- [REQUIRED WORK] From the first line to the last, reproduce the material exactly.

▼▼▼

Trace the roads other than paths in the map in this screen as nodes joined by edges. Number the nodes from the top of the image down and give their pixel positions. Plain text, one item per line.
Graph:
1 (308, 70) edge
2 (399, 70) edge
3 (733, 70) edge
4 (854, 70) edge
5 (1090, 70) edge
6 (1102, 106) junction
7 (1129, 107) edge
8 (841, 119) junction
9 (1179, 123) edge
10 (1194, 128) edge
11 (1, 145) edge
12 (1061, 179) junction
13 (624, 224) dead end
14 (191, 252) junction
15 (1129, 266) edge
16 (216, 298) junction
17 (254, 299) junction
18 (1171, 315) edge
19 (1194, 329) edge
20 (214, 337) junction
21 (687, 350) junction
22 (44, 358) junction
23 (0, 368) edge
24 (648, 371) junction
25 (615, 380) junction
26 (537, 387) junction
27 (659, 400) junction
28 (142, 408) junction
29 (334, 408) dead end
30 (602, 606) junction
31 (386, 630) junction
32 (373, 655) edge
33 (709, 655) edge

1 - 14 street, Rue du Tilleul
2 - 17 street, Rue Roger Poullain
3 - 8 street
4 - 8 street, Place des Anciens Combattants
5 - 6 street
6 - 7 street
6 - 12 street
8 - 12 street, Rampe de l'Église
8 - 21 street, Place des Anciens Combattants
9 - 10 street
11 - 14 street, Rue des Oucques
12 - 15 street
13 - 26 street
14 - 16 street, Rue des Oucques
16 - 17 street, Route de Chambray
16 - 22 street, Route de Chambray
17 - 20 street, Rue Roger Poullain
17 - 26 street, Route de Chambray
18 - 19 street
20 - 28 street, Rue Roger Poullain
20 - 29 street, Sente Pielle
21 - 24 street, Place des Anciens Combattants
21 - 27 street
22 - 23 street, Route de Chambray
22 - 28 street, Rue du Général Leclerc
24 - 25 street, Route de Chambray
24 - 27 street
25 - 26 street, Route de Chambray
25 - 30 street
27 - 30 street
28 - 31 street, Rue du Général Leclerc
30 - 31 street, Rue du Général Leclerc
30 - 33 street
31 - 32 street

▲▲▲

- [OUTPUT OF THE TASK]
Trace the roads other than paths in the map in this screen as nodes joined by edges. Number the nodes from the top of the image down and give their pixel positions. Plain text, one item per line.
Graph:
1 (308, 70) edge
2 (399, 70) edge
3 (733, 70) edge
4 (854, 70) edge
5 (1090, 70) edge
6 (1102, 106) junction
7 (1129, 107) edge
8 (841, 119) junction
9 (1179, 123) edge
10 (1194, 128) edge
11 (1, 145) edge
12 (1061, 179) junction
13 (624, 224) dead end
14 (191, 252) junction
15 (1129, 266) edge
16 (216, 298) junction
17 (254, 299) junction
18 (1171, 315) edge
19 (1194, 329) edge
20 (214, 337) junction
21 (687, 350) junction
22 (44, 358) junction
23 (0, 368) edge
24 (648, 371) junction
25 (615, 380) junction
26 (537, 387) junction
27 (659, 400) junction
28 (142, 408) junction
29 (334, 408) dead end
30 (602, 606) junction
31 (386, 630) junction
32 (373, 655) edge
33 (709, 655) edge

1 - 14 street, Rue du Tilleul
2 - 17 street, Rue Roger Poullain
3 - 8 street
4 - 8 street, Place des Anciens Combattants
5 - 6 street
6 - 7 street
6 - 12 street
8 - 12 street, Rampe de l'Église
8 - 21 street, Place des Anciens Combattants
9 - 10 street
11 - 14 street, Rue des Oucques
12 - 15 street
13 - 26 street
14 - 16 street, Rue des Oucques
16 - 17 street, Route de Chambray
16 - 22 street, Route de Chambray
17 - 20 street, Rue Roger Poullain
17 - 26 street, Route de Chambray
18 - 19 street
20 - 28 street, Rue Roger Poullain
20 - 29 street, Sente Pielle
21 - 24 street, Place des Anciens Combattants
21 - 27 street
22 - 23 street, Route de Chambray
22 - 28 street, Rue du Général Leclerc
24 - 25 street, Route de Chambray
24 - 27 street
25 - 26 street, Route de Chambray
25 - 30 street
27 - 30 street
28 - 31 street, Rue du Général Leclerc
30 - 31 street, Rue du Général Leclerc
30 - 33 street
31 - 32 street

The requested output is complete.